Decided on July 6, 2022 SUPREME COURT OF THE STATE OF NEW YORK Appellate Division, Second Judicial Department
HECTOR D. LASALLE, P.J.
SHERI S. ROMAN
LINDA CHRISTOPHER
DEBORAH A. DOWLING, JJ.
2020-05501
(Index No. 508146/20)

[*1]In the Matter of Naira Zhorayi Shavreshyan, appellant,

v

City of New York, respondent.



Subin Associates, LLP (Pollack, Pollack, Isaac & DeCicco, LLP, New York, NY [Brian J. Isaac, Paul H. Seidenstock, and Kelly Breslauer], of counsel), for appellant.

Sylvia O. Hinds-Radix, Corporation Counsel, New York, NY (Melanie T. West and Eva L. Jerome of counsel), for respondent.



DECISION & ORDER

In a proceeding pursuant to General Municipal Law § 50-e(5) for leave to serve a late notice of claim, the petitioner appeals from an order of the Supreme Court, Kings County (Rosemarie Montalbano, J.), dated July 8, 2020. The order denied the petition and dismissed the proceeding.

ORDERED that the order is affirmed, with costs.

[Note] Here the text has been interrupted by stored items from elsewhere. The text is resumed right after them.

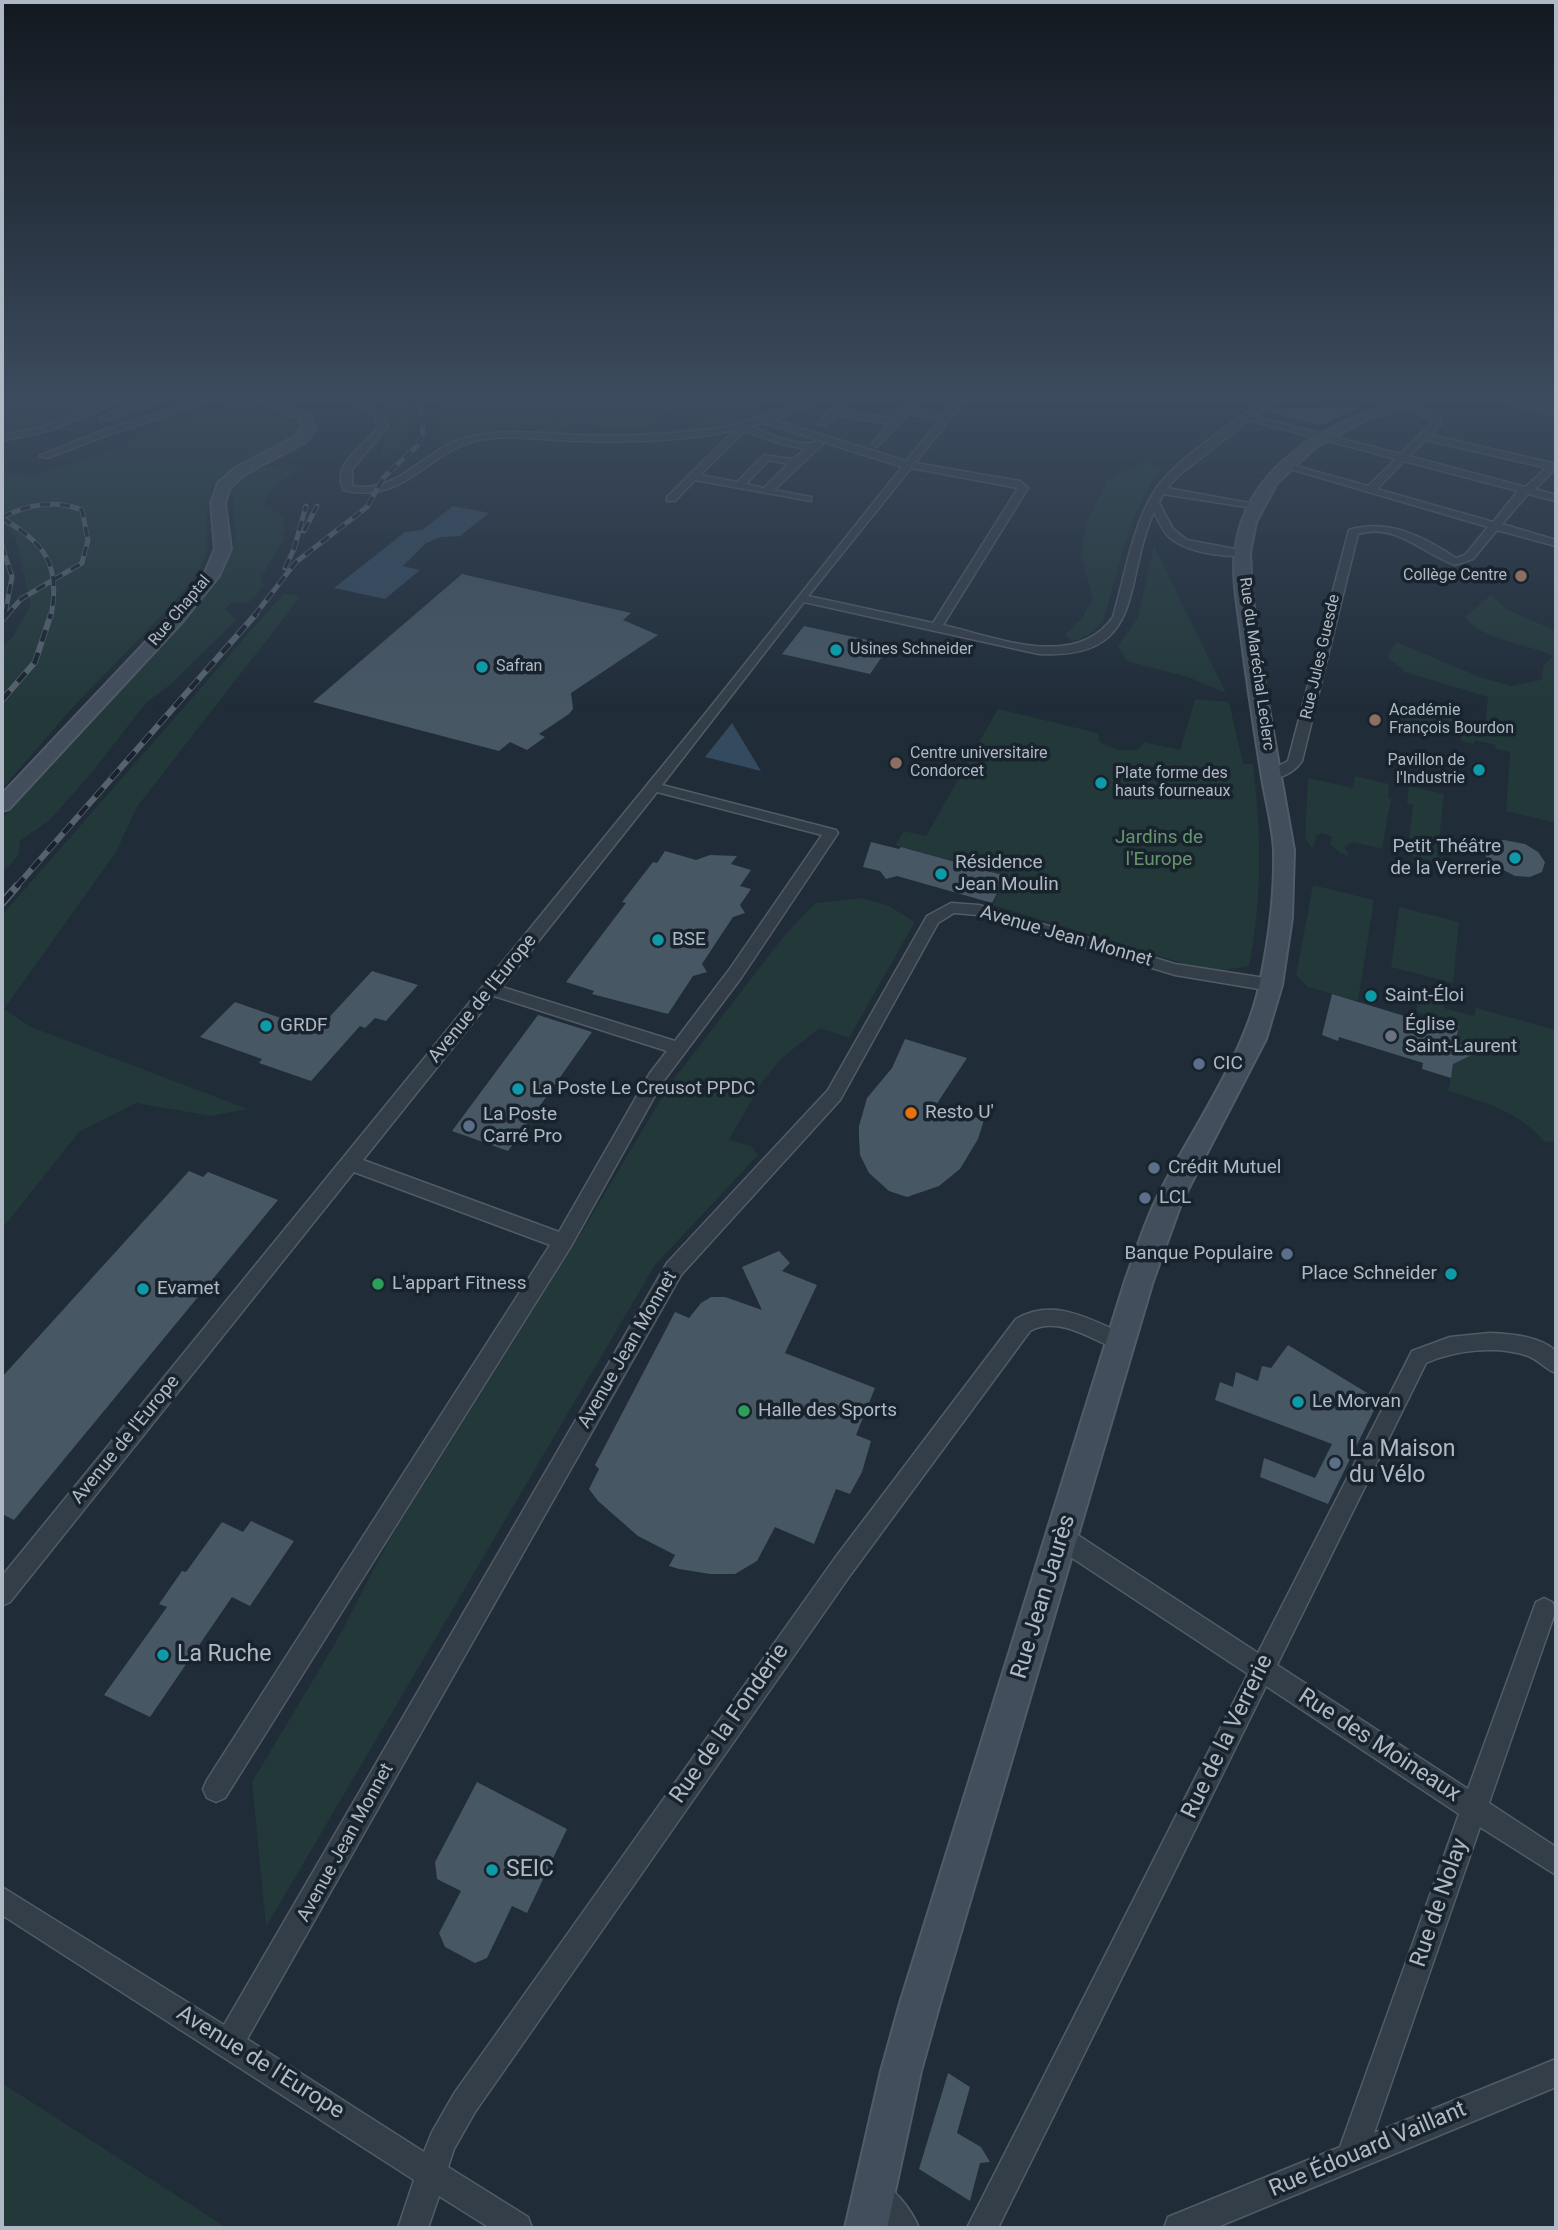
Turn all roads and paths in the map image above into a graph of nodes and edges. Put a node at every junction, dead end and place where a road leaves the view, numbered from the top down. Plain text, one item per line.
1 (219, 505) edge
2 (876, 505) edge
3 (1012, 505) edge
4 (1153, 505) edge
5 (1156, 505) edge
6 (1244, 505) edge
7 (1422, 505) edge
8 (1512, 505) edge
9 (1255, 507) joint
10 (1495, 526) junction
11 (1556, 543) edge
12 (1242, 553) junction
13 (801, 598) junction
14 (936, 627) junction
15 (1272, 775) junction
16 (653, 787) junction
17 (2, 805) edge
18 (1271, 985) junction
19 (491, 989) junction
20 (679, 1049) junction
21 (351, 1163) junction
22 (563, 1242) junction
23 (1119, 1340) junction
24 (1548, 1357) edge
25 (1062, 1538) junction
26 (2, 1594) edge
27 (1544, 1610) dead end
28 (1262, 1670) junction
29 (216, 1789) dead end
30 (1474, 1808) junction
31 (1556, 1863) edge
32 (2, 1900) edge
33 (229, 2043) junction
34 (1556, 2073) edge
35 (1351, 2157) junction
36 (433, 2173) junction
37 (869, 2209) edge
38 (413, 2228) edge
39 (517, 2228) edge
40 (904, 2228) edge
41 (982, 2228) edge
42 (1180, 2228) edge

1 - 17 main road, Rue Chaptal
2 - 13 street, Avenue de l'Europe
3 - 14 street
4 - 14 street
5 - 12 street
6 - 9 street
7 - 10 street
8 - 10 street
9 - 12 main road, Rue du Maréchal Leclerc
10 - 11 street
10 - 15 street, Rue Jules Guesde
12 - 15 main road, Rue du Maréchal Leclerc
13 - 14 street
13 - 16 street, Avenue de l'Europe
15 - 18 main road, Rue du Maréchal Leclerc
16 - 19 street, Avenue de l'Europe
16 - 20 street
18 - 23 main road, Rue Jean Jaurès
18 - 33 street, Avenue Jean Monnet
19 - 20 street
19 - 21 street, Avenue de l'Europe
20 - 22 street
21 - 22 street
21 - 26 street, Avenue de l'Europe
22 - 29 street
23 - 25 main road, Rue Jean Jaurès
23 - 36 street, Rue de la Fonderie
24 - 28 street, Rue de la Verrerie
25 - 28 street, Rue des Moineaux
25 - 37 main road, Rue Jean Jaurès
27 - 30 street, Rue de Nolay
28 - 30 street, Rue des Moineaux
28 - 41 street, Rue de la Verrerie
30 - 31 street, Rue des Moineaux
30 - 35 street, Rue de Nolay
32 - 33 street, Avenue de l'Europe
33 - 36 street, Avenue de l'Europe
34 - 35 street, Rue Édouard Vaillant
35 - 42 street, Rue Édouard Vaillant
36 - 38 street, Rue de la Fonderie
36 - 39 street, Avenue de l'Europe
37 - 40 street

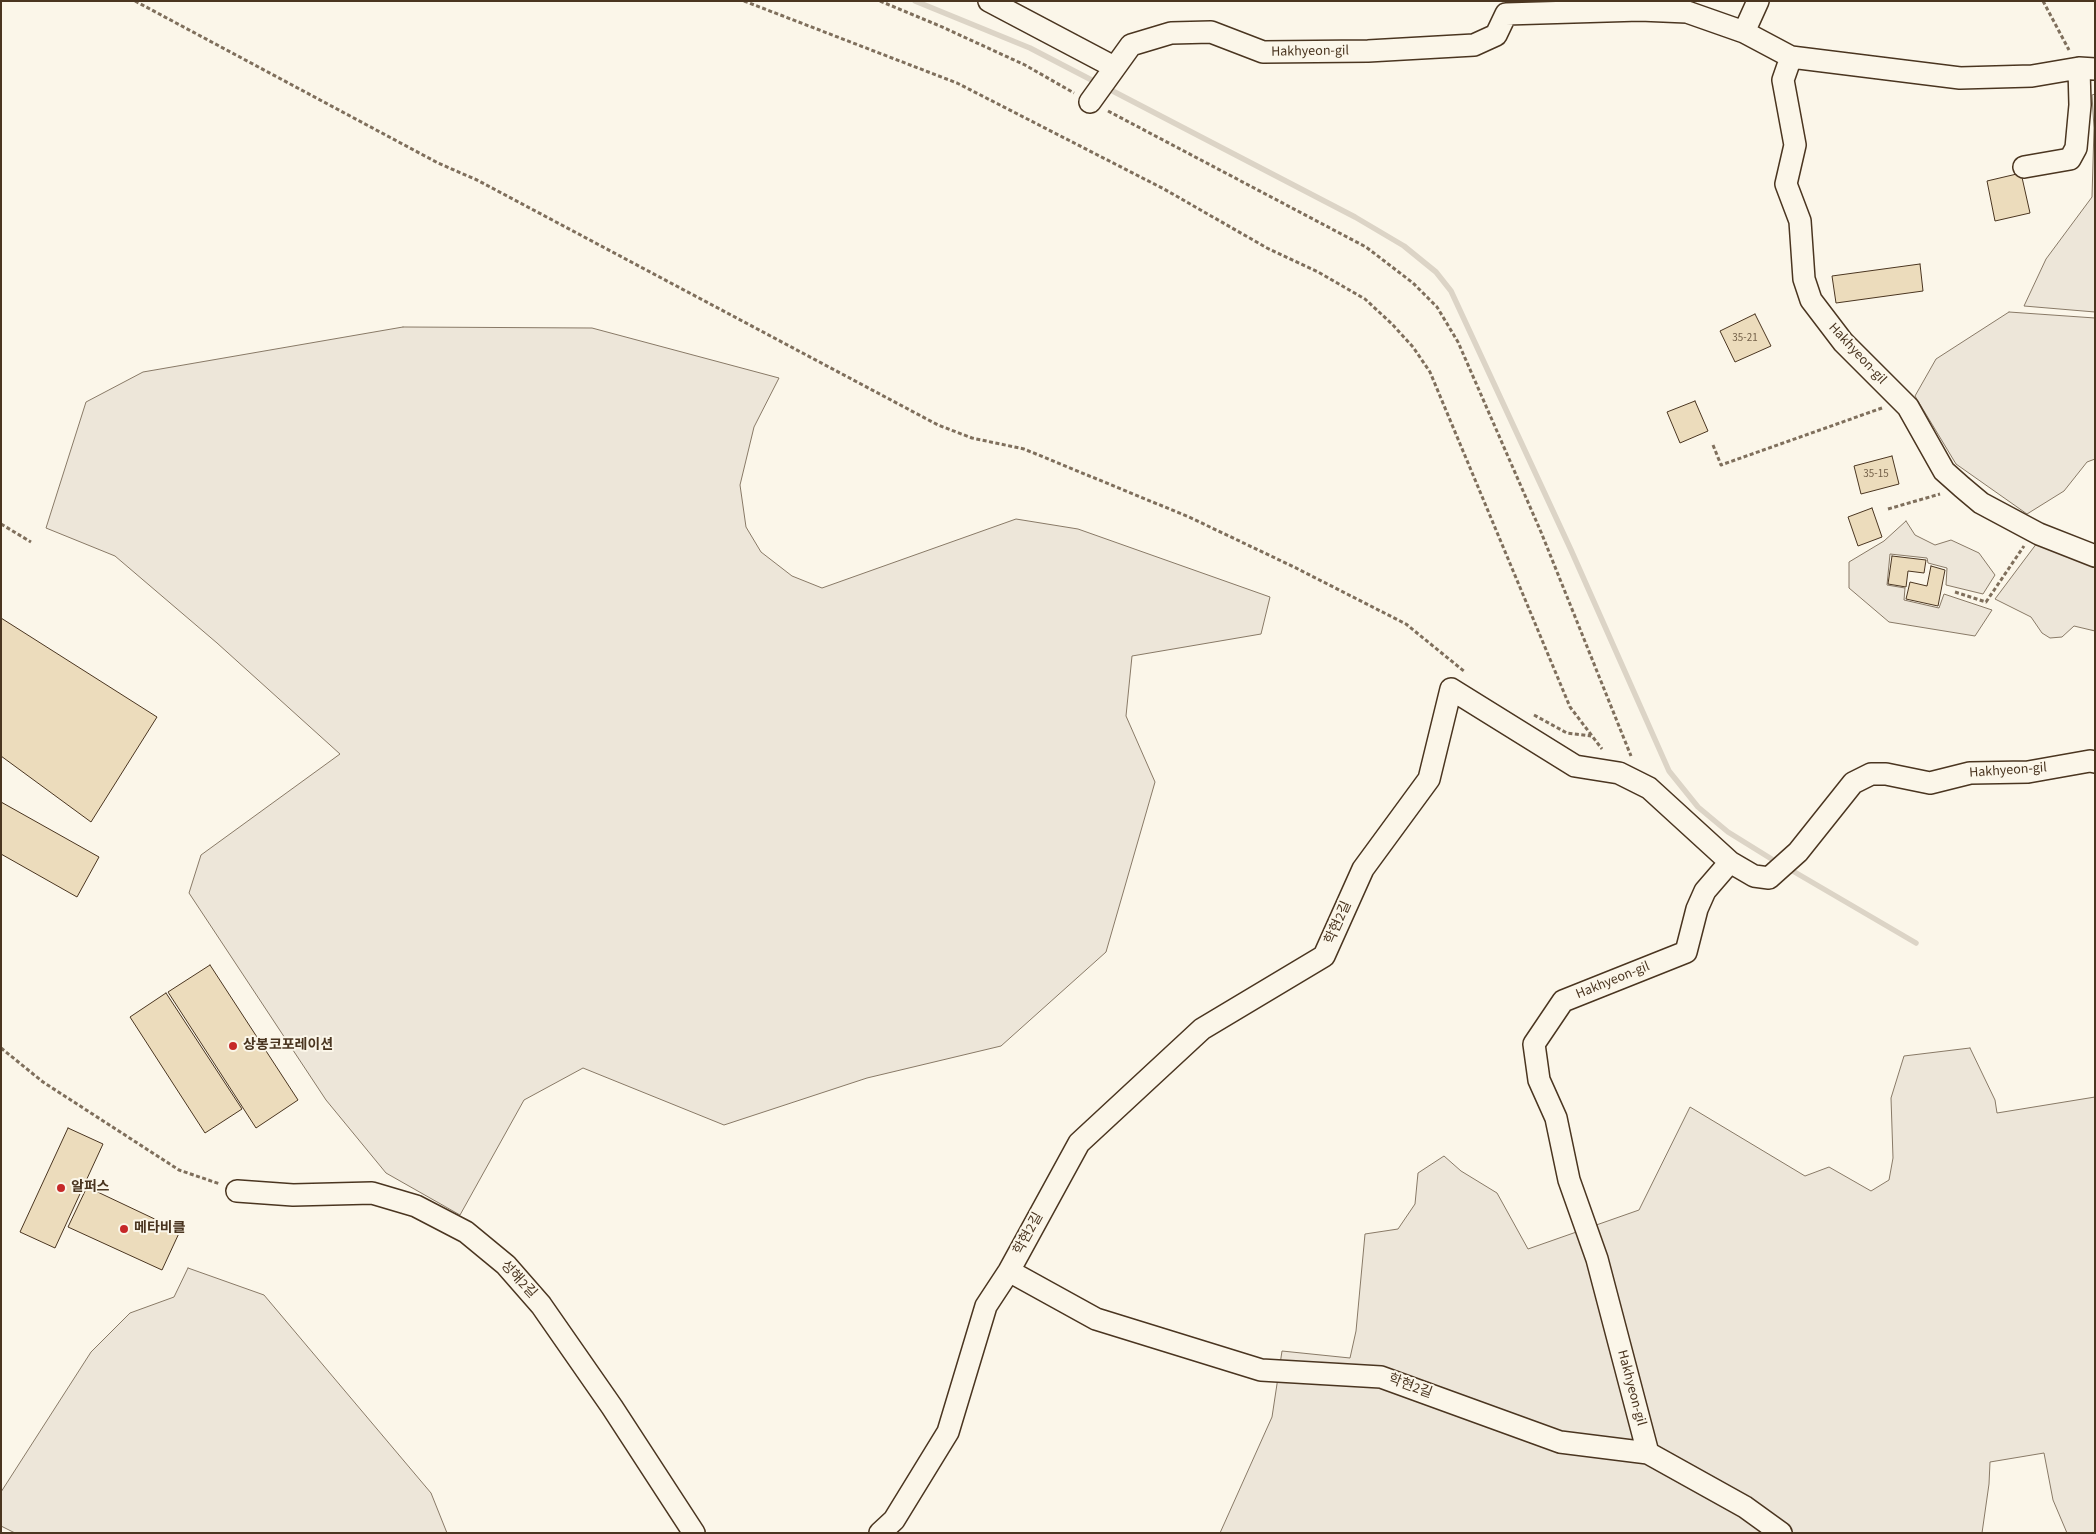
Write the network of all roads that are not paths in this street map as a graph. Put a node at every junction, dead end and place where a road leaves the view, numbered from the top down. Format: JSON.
{"nodes":[{"id":1,"x":989,"y":1,"type":"edge"},
{"id":2,"x":1758,"y":1,"type":"edge"},
{"id":3,"x":1640,"y":5,"type":"edge"},
{"id":4,"x":1505,"y":8,"type":"edge"},
{"id":5,"x":1744,"y":32,"type":"junction"},
{"id":6,"x":1791,"y":57,"type":"junction"},
{"id":7,"x":1114,"y":67,"type":"junction"},
{"id":8,"x":2087,"y":69,"type":"edge"},
{"id":9,"x":1090,"y":102,"type":"road end"},
{"id":10,"x":2024,"y":167,"type":"dead end"},
{"id":11,"x":2095,"y":556,"type":"edge"},
{"id":12,"x":2095,"y":762,"type":"edge"},
{"id":13,"x":1730,"y":862,"type":"junction"},
{"id":14,"x":237,"y":1190,"type":"road end"},
{"id":15,"x":1009,"y":1271,"type":"junction"},
{"id":16,"x":1648,"y":1453,"type":"junction"},
{"id":17,"x":694,"y":1533,"type":"edge"},
{"id":18,"x":880,"y":1533,"type":"edge"},
{"id":19,"x":1781,"y":1533,"type":"edge"}],
"edges":[{"from":1,"to":7,"type":"street"},
{"from":2,"to":5,"type":"street"},
{"from":3,"to":4,"type":"street","name":"Hakhyeon-gil"},
{"from":3,"to":5,"type":"street","name":"Hakhyeon-gil"},
{"from":4,"to":7,"type":"street","name":"Hakhyeon-gil"},
{"from":5,"to":6,"type":"street","name":"Hakhyeon-gil"},
{"from":6,"to":8,"type":"street","name":"Hakhyeon-gil"},
{"from":6,"to":11,"type":"street","name":"Hakhyeon-gil"},
{"from":7,"to":9,"type":"street","name":"Hakhyeon-gil"},
{"from":8,"to":10,"type":"street"},
{"from":12,"to":13,"type":"street","name":"Hakhyeon-gil"},
{"from":13,"to":15,"type":"street","name":"학현2길"},
{"from":13,"to":16,"type":"street","name":"Hakhyeon-gil"},
{"from":14,"to":17,"type":"street","name":"성해2길"},
{"from":15,"to":16,"type":"street","name":"학현2길"},
{"from":15,"to":18,"type":"street"},
{"from":16,"to":19,"type":"street"}]}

The petitioner allegedly was injured on January 20, 2019, when she tripped and fell over a raised sidewalk flag in Brooklyn. On May 29, 2020, approximately 16 months later, the petitioner commenced this proceeding pursuant to General Municipal Law § 50-e(5) for leave to serve a late notice of claim upon the City of New York. In support of the petition, the petitioner submitted, inter alia, 22 undated photographs of the alleged defective condition. The Supreme Court denied the petition and dismissed the proceeding. The petitioner appeals.

"Timely service of a notice of claim is a condition precedent to a lawsuit sounding in tort against a municipal entity" (Matter of Bermudez v City of New York, 167 AD3d 733, 733-734). "In determining whether to extend the time to serve a notice of claim, the court will consider whether (1) the claimant has a reasonable excuse for the failure to serve a timely notice of claim and for the delay in seeking leave to serve a late notice of claim, (2) the public corporation received actual notice of the essential facts constituting the claim within 90 days after the claim arose or a reasonable time thereafter, and (3) the delay would substantially prejudice the public corporation in its defense on the merits" (Durand v MV Transp., Inc., 186 AD3d 564, 565). "Neither the presence nor absence of any one factor is determinative, although it is generally recognized that the question of whether the municipal entity timely acquired actual knowledge is of great importance" (Matter of Zelin v Blind Brook-Rye Union Free Sch. Dist., 164 AD3d 1352, 1353; see Matter of McVea v County of Orange, 186 AD3d 1221, 1222).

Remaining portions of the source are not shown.